Dan:Actually, I think President Trump used the presence of US force by elevating what was already a very significant US posture in the region. Early in his term it was largely defined as being used for the strikes against the Houthis in Yemen. But the same capabilities a second aircraft carrier, b-2 stealth bombers placed in Diego Garcia, additional air defense units were all relevant if there were going to be some kind of confrontation with Iran. And the Iranians took notice and it actually, I think, helped Iran dispense with a lot of its usual delaying tactics even getting into the talks. Sometimes it takes months just to figure out where to meet and the shape of the table and who's talking to whom. Very quickly, by April those talks were underway and I credit that to very much the President Trump's use of the military tool as a way of focusing Iran's mind on what was at risk if these talks wouldn't get underway.
Dan:Then there were some opposite signals, especially once the talks began. First there were some leaks out of discussions between Prime Minister Netanyahu and President Trump, in which President Trump apparently said you know, I don't want an Israeli strike on Iran. Ok, fair enough, while talks are underway. But anytime that leak, that story is leaked, it sends a message to Iran that well, ok, there's some less pressure.
Dan:Then you have very prominent voices in President Trump's coalition, and one in particular I think is worth paying attention to. That's Tucker Carlson, a very influential tribune, let's say, of the more isolationist wing of the MAGA coalition, speaking out very bluntly saying that any war with Iran or any military action with Iran would put the United States in grave danger, and strongly opposing it. I won't go through all of his arguments, and he is seen as speaking for let's call it the JD Vance wing of the folks internally in the administration. That wing of the coalition seems to be ascendant to the administration. More hawkish members, like Michael Waltz, the former National Security Advisor were dispensed with, or Marco Rubio seems to have downplayed many of his long-held positions. Rubio seems to have downplayed many of his long held positions.
Dan:And then, of course, President Trump went to the region. He met with the Saudis and the Qataris and the Emiratis, all of whom seem to be sending signals that they want to focus on deals, they want to focus on economic and technology development. They don't want to have. The look of the talks is that if they insist on moving forward, they're already essentially a nuclear threshold state and maintaining and sustaining that capability that it's going to be very unlikely to get a deal. So I think there are a number of steps, which I wrote about and I can go through them, that the administration could take that would put that threat very much on the table in a way that would hopefully focus the Iranians' mind threat very much on the table in a way that would hopefully focus the Iranians' mind, definitely useful to have leverage in any negotiation on any issue.
Neri:But I'm curious okay, if the Iranian minds is focused and they do come to the table, I say sincerely and earnest, looking for a deal, but they're not willing to give up all enrichment. Do you think as a US, leaving aside what the Israeli government may or may not want, but if you were a US policymaker advising this US president, would you tell him okay, zero enrichment, no enrichment. Dismantling of the entire nuclear program in Iran may not be realistic, may be a bridge too far, but we were willing to settle for a bit less in order to get a deal and in order to really kind of limit the Iranian nuclear program and its kind of ability to break out to an actual weapon. Would that be your advice to this US president?

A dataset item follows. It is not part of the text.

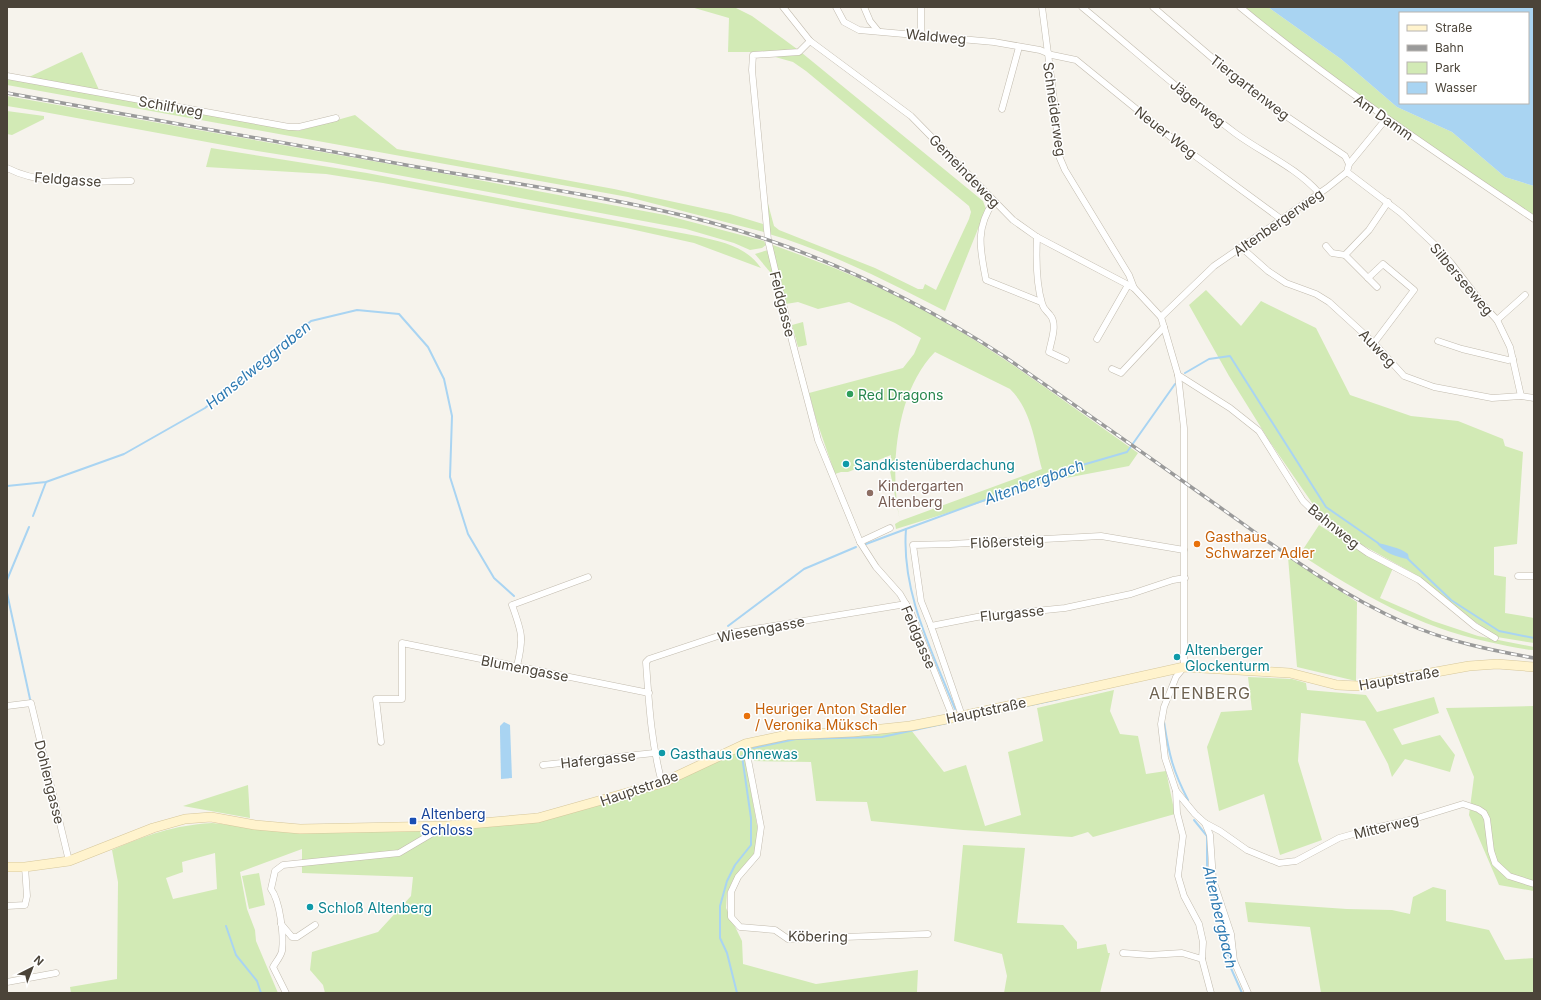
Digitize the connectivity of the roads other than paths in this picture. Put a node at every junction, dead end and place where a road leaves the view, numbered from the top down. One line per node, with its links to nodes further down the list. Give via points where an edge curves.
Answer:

Dan:Well, of course I supported the JCPOA in 2015. I was the ambassador of the United States to Israel, so of course you know the president's policy was my policy.
Neri:I never-. You were just to say for our listeners, you were on the. You probably had, I don't want to say the hardest job, because the negotiators in Vienna had a really tough job, but to be the envoy of the US, administration, negotiating that deal and dealing with that Israeli government not an easy job either.
Dan:Let's just give you some credit here Solved the problem. It wasn't the greatest deal of all time. It was the least bad option or the best available option to buy the most time by keeping Iran verifiably at a distance of about a year from the ability to create a nuclear weapon and keeping them there for 10 to 15 years, always with the knowledge that we would have to come back and revisit that question before those sunsets, before those expirations, and ensure we find a way to extend those restrictions and potentially even consider military action if requireduges that do the enrichment much faster and much more efficiently. So that's one thing that has changed. They have that knowledge. So that's one thing that has changed. They have that knowledge. In fact, by now we couldn't get them back to the one year breakout timeline that the JCPOA provided, because they would have the ability, if they chose to violate a new agreement, to rush with this new capability to a much faster enrichment of the weapons grade material. The second thing that's changed, of course, is we saw Iran twice in 2024 break a longstanding cautionary approach to avoiding direct confrontations with the United States and Israel with these two massive barrages of, in the first case, ballistic missiles, cruise missiles and drones and, in the second case, double the number of ballistic missiles against Israel in April and in October, and that is a very alarming development. If Iran now feels that the taboo has been lifted on direct state-to-state attack rather than using proxies, rather than using deniable means that they have some ability to distance themselves from, deniable means that they have some ability to distance themselves from, but a direct state-on-state confrontation against Israel, it raises the danger or the stakes much more about Iran having that capability to move toward a nuclear weapon in a relatively short period of time. So I do think that the requirement of removing their enrichment capability and having that verifiably monitored is more important now than it was in 2015. And I do think that's the right standard, that the military option is a serious one, to try to focus their mind.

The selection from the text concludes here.